En ce moment Lélia descendit les degrés et vint à eux. La majesté pleine
de tristesse qui entourait Lélia comme d’une auréole l’isolait presque
toujours au milieu du monde: c’était une femme qui, en public, ne se
livrait jamais à ses impressions. Elle se cachait dans son intimité pour
rire du la vie; mais elle la traversait avec une défiance haineuse, et
s’y montrait sous un aspect rigide pour éloigner d’elle autant que
possible le contact de la société. Cependant elle aimait les fêtes et
les réunions publiques. Elle venait y chercher un spectacle, elle venait
y rêver, solitaire au milieu de la foule. Il avait bien fallu que la
foule s’habituât à la voir planer sur elle, et puiser dans son sein des
impressions sans jamais lui rien communiquer des siennes.
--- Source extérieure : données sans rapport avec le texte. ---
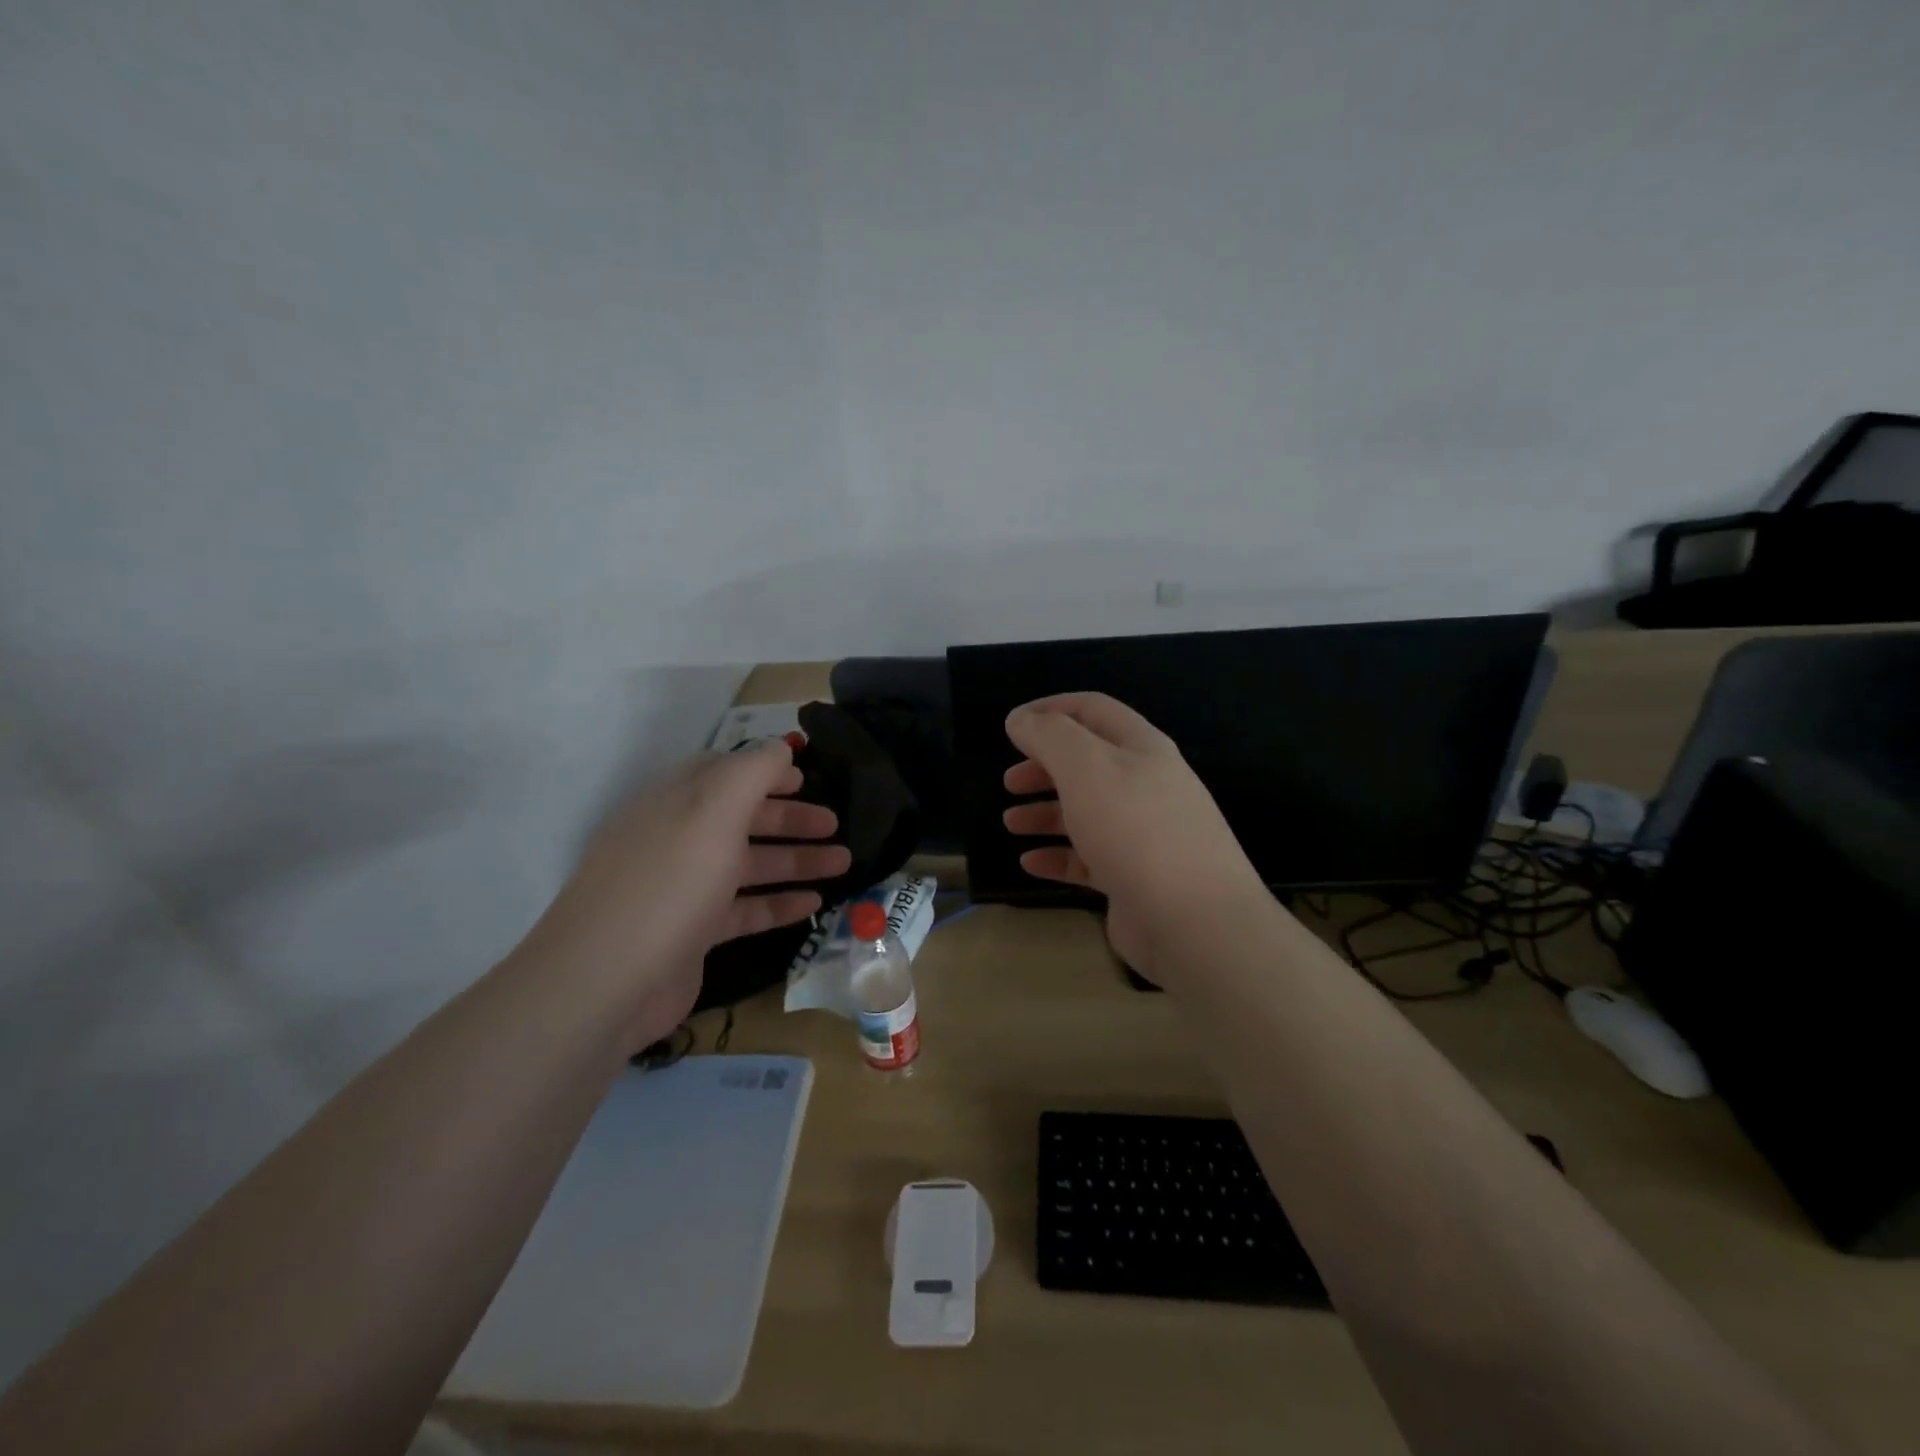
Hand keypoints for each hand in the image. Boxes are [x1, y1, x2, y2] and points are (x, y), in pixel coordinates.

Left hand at [520, 741, 849, 1047]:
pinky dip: (778, 904)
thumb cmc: (667, 884)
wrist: (606, 982)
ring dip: (795, 861)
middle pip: (741, 819)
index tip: (806, 779)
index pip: (722, 773)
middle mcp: (676, 840)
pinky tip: (814, 904)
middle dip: (790, 819)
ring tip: (843, 863)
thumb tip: (780, 748)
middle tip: (835, 824)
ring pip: (748, 865)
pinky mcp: (691, 934)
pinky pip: (744, 910)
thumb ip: (752, 771)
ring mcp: (682, 890)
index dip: (765, 772)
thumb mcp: (713, 810)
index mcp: (673, 802)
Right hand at [1001, 693, 1267, 984]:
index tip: (1013, 725)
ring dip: (1045, 813)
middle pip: (1087, 764)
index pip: (1093, 711)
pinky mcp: (1134, 878)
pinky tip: (1030, 862)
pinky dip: (1058, 856)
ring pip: (1086, 812)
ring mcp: (1142, 835)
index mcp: (1141, 748)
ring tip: (1011, 823)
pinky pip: (1088, 859)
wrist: (1193, 920)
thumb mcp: (1086, 768)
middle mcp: (1145, 786)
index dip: (1051, 709)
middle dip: (1044, 767)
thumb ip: (1049, 736)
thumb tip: (1021, 718)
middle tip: (1009, 782)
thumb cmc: (1135, 829)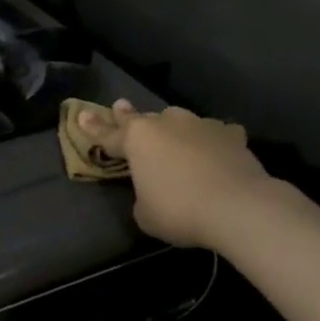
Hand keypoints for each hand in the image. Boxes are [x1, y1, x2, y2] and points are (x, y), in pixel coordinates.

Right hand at [75, 100, 274, 251]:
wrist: (238, 207)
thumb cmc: (179, 210)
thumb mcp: (145, 213)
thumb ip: (142, 196)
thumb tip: (152, 191)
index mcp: (138, 139)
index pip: (108, 134)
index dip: (93, 128)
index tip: (81, 115)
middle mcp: (166, 124)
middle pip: (142, 118)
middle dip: (129, 116)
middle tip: (120, 107)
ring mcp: (201, 125)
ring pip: (180, 121)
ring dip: (173, 129)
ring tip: (174, 136)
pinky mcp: (231, 135)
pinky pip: (216, 132)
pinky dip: (212, 139)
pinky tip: (217, 147)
Entre Lélia et
la foule il n’y avait pas d’échange. Si Lélia s’abandonnait à quelques
muettes sympathies, elle se refusait à les inspirer: elle n’en avait pas
besoin. La foule ne comprenait pas ce mystère, mais elle était fascinée,
et, tout en cherchant à rabaisser cette destinée inconnue dont
l’indépendance l’offensait, elle s’ouvrait devant elle avec un respect
instinctif qui tenait de la peur.
Le pauvre jeune poëte dont elle était aimée concevait un peu mieux les
causes de sa puissance, quoiqu’il ne voulût pas encore se les avouer.
Parfois il était si près de la triste vérité, cherchée et repoussée par
lui, qu’il éprouvait comme un sentiment d’horreur pour Lélia. Il lui
semblait alors que Lélia était son fléau, son génie du mal, le plus
dangereux ennemi qu’il eût dans le monde. En la voyant venir ainsi vers
lui, seule et pensive, il ressentit comme de la haine pour cet être qui
ne tenait à la nature par aucun lien apparent, sans songer qu’il eût
souffert bien davantage, l’insensé! s’il l’eût vue parler et sourire.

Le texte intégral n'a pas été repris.